Centra studentów, blokowiska emerytów
W ostatnich dekadach polskie aglomeracje upodobniły się do anglosaskich: zaczęliśmy się segregować ze względu na wiek, a miasta rozlały się na przedmieścia.
W krajach anglosaskich panuje przekonanie, że miasta nie są dla rodzin. Według mieszkańców tych krajów, idealny cykl życia wygląda mniej więcej tak:
Dorastanie w domu na przedmieściach, w okolicy pełnej podobnych rodzin
Studia i praca w centrum dużego miasta, poznawanie nowych ludzi
Po osiągnięciu stabilności w karierze, małżeństwo, ciąża i przeprowadzka na przedmieścia
Wychowywanie dzieci na przedmieściach
Po przejściu na emeryturę, zamiana domu na mniejszy lub na mieszkanie, często związana z wyprowadzką do ciepłych stanów lub krajów
Porównajmy przykładowo piramidę wieku ludności hrabstwa Westchester z Manhattanem. Widać wyraźnie, że na Manhattanie jest bardzo dużo młodych ludzi po studiach, zaś jak na lekarstwo dzieci (z wyjątkiem tych najmłodszych — bo ich rodzice jeszcze nie zdążyli się wyprowadzić). Z kolei w Westchester, młodych ludzi jest mniej niż innych grup wiekowych, zaś dzieci, a szczególnie nastolatków, jest całkiem sporo.
W Polsce mamy do czynienia z dominacją kultury anglosaskiej, szczególnie tej amerykańskiej. Nic dziwnego więc, że po trzydziestu latach gospodarki wolnorynkowej i wraz z bogaceniem się zaczęliśmy się do Amerykanów i Brytyjczyków upodabniać. Najpierw zaczęliśmy się segregować ze względu na zasobność portfela. Pierwszą jaskółką były grodzone osiedla, a dzisiaj, kiedy już nie są aż tak modne, dobrze widać to we wzrastającej w przerażającym tempie liczbie dzieci wysyłanych do szkół prywatnych — na czele z dziećmi byłego premiera, a nawet lewicowej (!) kandydatki na prezydenta Warszawy.

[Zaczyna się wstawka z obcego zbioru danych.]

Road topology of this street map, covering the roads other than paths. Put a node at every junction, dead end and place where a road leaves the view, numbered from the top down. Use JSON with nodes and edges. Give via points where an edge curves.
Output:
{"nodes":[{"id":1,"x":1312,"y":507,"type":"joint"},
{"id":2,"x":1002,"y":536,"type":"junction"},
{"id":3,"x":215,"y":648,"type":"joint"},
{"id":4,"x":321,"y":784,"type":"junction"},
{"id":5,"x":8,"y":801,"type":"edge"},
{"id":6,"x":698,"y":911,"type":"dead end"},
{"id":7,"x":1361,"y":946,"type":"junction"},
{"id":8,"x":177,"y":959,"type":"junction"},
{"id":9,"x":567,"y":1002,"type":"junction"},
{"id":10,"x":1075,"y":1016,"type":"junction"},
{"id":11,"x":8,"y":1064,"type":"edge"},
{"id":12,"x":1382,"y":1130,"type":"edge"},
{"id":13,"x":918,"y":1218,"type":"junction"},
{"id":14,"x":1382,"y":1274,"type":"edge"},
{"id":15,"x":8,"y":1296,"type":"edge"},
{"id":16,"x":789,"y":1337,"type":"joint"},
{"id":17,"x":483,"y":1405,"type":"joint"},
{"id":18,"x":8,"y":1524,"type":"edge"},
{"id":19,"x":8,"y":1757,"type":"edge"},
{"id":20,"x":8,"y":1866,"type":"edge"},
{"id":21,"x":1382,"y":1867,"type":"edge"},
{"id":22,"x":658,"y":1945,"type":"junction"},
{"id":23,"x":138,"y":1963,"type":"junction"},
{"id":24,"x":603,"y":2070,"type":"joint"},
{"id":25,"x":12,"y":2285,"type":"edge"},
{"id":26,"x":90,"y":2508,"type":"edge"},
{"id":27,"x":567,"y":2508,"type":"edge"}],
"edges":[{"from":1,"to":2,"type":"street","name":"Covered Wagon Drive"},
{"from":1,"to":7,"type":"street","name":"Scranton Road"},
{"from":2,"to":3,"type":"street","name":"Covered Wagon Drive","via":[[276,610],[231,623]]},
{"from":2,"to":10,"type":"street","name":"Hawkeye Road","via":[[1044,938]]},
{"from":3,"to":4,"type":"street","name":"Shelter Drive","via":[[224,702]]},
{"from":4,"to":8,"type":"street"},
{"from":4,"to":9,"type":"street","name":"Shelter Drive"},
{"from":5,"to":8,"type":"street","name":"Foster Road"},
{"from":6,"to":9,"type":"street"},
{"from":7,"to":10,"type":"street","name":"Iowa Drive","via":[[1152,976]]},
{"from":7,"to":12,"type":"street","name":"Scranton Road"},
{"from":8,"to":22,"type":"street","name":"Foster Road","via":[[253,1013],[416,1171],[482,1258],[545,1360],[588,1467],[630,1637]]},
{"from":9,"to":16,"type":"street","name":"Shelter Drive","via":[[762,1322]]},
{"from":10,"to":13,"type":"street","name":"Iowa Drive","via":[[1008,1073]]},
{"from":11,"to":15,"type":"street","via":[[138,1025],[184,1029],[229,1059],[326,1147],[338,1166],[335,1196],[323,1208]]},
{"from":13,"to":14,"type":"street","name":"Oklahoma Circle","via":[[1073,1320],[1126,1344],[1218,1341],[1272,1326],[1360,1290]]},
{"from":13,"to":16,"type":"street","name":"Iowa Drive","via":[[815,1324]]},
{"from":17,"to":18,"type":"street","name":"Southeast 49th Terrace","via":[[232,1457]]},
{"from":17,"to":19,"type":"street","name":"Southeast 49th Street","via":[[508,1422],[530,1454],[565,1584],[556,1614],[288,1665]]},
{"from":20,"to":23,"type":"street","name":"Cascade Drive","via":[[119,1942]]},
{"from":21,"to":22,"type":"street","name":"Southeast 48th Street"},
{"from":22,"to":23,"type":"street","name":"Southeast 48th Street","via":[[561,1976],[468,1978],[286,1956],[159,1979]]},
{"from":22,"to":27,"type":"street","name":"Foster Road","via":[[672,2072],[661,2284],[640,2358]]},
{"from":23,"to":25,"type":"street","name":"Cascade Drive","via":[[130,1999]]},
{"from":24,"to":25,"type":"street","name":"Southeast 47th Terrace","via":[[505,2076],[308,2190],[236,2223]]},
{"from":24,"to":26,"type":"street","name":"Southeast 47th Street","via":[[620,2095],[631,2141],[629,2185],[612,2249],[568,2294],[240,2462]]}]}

Najnowsze dane spisowe pokazują jednak, że wspomniana przeze mnie wyżej segregacja wiekowa też zaczyna się w Polsce zagnieżdżać. Dodajmy do tego ściśle związany z tym rozwój przedmieść i mamy model rozwoju prosto z USA. Spójrzmy na mapy siedmiu największych aglomeracji miejskich (ich granice biorę z mojego poprzedniego wpisu).
Warszawa
Liczba mieszkańców aglomeracji warszawskiej nieustannie rośnie. Rośnie też sama Warszawa. Widać jednak wzrastające uzależnienie od samochodów. O ile dawniej miasta i osiedla satelickie Warszawy położone były głównie wzdłuż linii kolejowych (dalej widać ten gwiaździsty układ na mapie gęstości zaludnienia), to dzisiaj nowe domy i bloki budują się wszędzie. Pustoszeje natomiast centrum miasta.
Warszawa jest też dobrym przykładem segregacji wiekowej. Młodzi ludzie w aglomeracji warszawskiej mieszkają w samym mieście — jest ich sporo w centrum, ale najwięcej jest ich w promieniu 3-5 km od centrum. Z kolei dalszy pierścień dzielnic okalających i przedmieść to już osoby w średnim wieku. Emeryci dla odmiany zamieszkują tam, gdzie kiedyś dostali mieszkania zakładowe czy komunalne — czyli przede wszystkim w centrum i na dużych PRL-owskich blokowiskach.
Aglomeracja katowicka
Druga największa polska aglomeracja jest w dokładnie przeciwnej pozycji — szybko traci mieszkańców z powodu kiepskiej sytuacji demograficznej i niedostatecznej sile przyciągania mieszkańców z innych regionów.